==== Data to examine
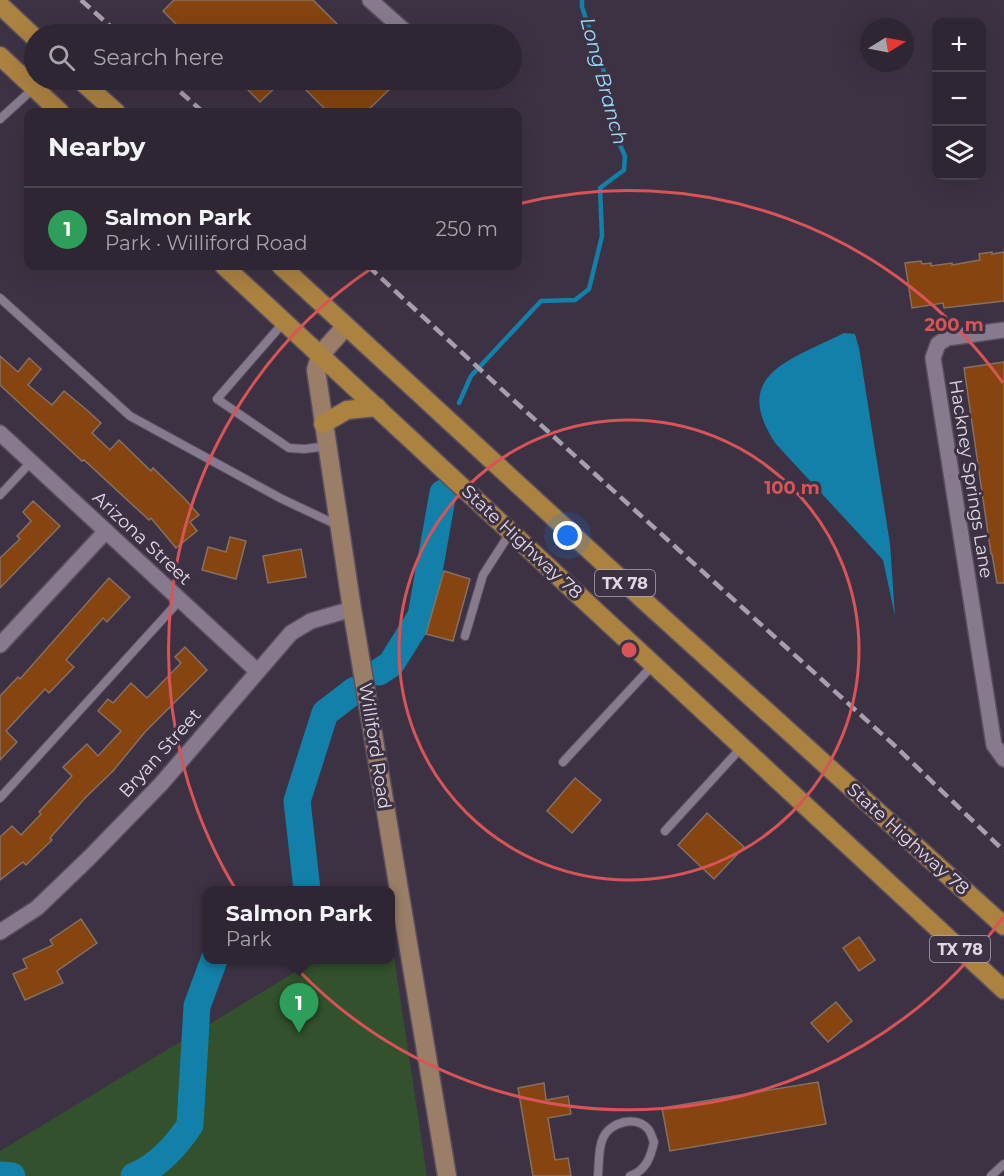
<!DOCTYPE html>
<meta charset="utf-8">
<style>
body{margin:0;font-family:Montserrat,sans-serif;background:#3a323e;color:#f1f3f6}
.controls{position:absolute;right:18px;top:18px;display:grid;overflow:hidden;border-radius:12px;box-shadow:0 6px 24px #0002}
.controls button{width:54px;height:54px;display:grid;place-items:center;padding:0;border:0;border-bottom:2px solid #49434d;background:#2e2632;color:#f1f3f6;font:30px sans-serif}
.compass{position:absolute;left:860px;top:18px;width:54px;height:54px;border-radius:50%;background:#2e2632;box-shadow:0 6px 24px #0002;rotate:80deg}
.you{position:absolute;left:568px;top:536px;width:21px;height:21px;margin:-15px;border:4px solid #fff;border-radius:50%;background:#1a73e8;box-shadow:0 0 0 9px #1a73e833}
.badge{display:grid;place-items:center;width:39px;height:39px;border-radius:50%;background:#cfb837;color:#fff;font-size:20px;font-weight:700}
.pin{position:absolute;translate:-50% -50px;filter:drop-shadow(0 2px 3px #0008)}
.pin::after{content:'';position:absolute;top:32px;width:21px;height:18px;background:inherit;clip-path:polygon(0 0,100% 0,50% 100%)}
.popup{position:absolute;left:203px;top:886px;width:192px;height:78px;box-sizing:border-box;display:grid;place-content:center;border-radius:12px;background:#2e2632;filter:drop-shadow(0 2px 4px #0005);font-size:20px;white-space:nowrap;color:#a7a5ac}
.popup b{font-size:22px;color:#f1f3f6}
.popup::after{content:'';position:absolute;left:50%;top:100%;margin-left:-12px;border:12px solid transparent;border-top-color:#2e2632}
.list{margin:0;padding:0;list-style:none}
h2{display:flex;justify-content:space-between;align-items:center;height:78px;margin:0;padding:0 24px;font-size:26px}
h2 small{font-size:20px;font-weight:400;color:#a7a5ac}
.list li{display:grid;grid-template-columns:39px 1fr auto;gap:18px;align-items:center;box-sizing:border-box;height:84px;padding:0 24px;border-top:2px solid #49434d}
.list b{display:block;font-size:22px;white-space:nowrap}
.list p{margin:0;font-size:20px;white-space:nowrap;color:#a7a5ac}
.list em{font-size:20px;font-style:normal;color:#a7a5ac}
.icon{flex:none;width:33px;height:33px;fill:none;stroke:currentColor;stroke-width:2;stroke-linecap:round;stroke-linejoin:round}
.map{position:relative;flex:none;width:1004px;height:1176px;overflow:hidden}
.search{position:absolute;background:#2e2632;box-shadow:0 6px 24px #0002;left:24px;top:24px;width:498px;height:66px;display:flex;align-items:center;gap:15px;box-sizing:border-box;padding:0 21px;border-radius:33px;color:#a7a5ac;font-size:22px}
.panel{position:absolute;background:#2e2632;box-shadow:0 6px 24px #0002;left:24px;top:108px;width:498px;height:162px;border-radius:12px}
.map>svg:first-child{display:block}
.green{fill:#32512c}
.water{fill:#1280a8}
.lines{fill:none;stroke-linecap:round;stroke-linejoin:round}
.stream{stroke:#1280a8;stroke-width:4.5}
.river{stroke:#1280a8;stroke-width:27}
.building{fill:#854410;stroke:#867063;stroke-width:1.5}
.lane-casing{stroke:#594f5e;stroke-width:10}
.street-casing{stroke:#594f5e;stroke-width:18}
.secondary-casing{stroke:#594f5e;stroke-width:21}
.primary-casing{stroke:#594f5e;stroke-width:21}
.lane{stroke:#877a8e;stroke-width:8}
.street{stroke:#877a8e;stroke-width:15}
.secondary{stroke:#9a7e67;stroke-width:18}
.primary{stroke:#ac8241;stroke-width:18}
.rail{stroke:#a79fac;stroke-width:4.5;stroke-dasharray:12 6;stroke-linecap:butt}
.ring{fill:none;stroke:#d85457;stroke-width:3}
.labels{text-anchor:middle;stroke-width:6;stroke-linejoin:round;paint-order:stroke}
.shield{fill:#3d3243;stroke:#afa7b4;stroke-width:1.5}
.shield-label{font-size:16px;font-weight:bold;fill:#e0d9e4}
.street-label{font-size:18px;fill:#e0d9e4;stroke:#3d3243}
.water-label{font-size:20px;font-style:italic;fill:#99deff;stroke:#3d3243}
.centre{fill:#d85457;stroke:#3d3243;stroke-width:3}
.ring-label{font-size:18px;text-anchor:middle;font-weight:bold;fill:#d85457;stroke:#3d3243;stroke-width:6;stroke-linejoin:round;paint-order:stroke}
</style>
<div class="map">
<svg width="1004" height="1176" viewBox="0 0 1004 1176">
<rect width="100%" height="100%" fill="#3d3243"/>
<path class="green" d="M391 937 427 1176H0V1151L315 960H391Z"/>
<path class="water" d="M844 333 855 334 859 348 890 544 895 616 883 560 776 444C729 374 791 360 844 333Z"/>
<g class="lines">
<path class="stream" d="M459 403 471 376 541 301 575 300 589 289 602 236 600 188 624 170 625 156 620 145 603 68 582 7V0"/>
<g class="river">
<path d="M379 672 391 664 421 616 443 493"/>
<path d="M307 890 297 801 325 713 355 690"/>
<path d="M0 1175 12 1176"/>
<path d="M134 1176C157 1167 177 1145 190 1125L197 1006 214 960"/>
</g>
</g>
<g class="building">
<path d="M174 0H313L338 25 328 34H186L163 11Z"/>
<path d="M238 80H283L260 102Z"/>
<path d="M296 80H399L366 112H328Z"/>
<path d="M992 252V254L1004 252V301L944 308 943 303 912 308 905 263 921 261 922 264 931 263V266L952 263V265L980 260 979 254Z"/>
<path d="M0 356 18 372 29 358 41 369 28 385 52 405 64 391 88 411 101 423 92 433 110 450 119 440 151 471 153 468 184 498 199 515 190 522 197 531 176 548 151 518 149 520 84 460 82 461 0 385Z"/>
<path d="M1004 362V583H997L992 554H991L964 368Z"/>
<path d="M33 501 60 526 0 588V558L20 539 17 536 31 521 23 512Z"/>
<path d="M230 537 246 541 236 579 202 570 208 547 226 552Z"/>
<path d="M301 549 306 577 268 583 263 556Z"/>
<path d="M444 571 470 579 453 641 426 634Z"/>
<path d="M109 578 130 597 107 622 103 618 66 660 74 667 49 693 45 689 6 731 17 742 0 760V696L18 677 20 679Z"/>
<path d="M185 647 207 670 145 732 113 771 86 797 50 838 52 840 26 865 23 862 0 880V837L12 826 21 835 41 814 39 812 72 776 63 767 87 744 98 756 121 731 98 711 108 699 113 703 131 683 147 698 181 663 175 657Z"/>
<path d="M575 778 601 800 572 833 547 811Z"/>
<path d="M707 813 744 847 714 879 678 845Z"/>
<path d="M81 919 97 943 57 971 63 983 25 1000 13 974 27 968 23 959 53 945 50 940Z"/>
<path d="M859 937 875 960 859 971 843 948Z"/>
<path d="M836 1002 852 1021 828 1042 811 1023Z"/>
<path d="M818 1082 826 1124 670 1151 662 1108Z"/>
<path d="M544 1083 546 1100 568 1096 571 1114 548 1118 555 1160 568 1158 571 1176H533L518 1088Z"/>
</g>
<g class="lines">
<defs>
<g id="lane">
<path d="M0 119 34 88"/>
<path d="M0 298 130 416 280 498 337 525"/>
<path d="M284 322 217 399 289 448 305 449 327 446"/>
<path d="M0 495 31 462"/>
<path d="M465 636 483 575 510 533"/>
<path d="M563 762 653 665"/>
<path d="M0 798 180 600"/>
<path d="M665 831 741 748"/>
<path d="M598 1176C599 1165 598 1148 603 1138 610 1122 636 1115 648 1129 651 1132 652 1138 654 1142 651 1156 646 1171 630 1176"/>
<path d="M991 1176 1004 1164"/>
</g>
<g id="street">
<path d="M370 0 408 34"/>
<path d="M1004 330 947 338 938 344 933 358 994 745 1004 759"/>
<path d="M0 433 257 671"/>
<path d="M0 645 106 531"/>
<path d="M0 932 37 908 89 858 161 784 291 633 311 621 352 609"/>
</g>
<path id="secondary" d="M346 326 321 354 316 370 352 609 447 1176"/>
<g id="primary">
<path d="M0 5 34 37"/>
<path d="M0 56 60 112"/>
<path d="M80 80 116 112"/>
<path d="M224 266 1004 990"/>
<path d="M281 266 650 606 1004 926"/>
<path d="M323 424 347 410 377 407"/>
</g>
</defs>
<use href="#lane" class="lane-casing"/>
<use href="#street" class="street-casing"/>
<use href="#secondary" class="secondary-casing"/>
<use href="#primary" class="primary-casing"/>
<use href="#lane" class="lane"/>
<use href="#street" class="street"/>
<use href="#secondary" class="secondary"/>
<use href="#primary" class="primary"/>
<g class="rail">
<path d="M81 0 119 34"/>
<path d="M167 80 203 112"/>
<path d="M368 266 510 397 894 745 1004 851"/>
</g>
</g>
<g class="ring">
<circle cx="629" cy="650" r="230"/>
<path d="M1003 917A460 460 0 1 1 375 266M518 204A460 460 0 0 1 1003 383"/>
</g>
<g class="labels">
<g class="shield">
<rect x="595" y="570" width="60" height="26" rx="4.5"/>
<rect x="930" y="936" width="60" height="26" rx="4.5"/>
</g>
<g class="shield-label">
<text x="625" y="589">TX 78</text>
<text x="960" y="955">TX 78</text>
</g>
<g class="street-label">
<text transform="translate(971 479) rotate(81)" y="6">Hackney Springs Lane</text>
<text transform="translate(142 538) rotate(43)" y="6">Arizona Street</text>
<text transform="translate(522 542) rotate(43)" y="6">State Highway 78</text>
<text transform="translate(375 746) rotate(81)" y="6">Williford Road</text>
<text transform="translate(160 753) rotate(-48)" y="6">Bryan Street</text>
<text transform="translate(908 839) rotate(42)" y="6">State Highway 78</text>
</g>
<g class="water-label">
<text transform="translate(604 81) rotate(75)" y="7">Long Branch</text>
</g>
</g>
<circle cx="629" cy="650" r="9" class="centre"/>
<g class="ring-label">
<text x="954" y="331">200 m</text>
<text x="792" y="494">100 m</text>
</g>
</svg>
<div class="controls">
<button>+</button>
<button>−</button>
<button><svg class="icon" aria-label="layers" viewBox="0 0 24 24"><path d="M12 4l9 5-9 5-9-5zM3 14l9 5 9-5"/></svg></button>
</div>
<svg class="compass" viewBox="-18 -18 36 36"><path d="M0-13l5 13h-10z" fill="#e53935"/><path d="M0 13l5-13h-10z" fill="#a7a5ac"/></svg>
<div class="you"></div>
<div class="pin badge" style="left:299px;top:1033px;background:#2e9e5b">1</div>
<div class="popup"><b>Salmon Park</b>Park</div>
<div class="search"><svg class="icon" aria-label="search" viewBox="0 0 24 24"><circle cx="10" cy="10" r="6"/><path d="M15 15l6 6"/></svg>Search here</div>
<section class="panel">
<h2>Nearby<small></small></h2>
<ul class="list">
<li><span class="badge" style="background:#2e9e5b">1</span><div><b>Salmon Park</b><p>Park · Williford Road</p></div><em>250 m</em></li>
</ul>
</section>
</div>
========
Prompt: Above are some records. Copy each of their lines that holds the string "controls".

Task output:
.controls{position:absolute;right:18px;top:18px;display:grid;overflow:hidden;border-radius:12px;box-shadow:0 6px 24px #0002}
.controls button{width:54px;height:54px;display:grid;place-items:center;padding:0;border:0;border-bottom:2px solid #49434d;background:#2e2632;color:#f1f3f6;font:30px sans-serif}
<div class="controls">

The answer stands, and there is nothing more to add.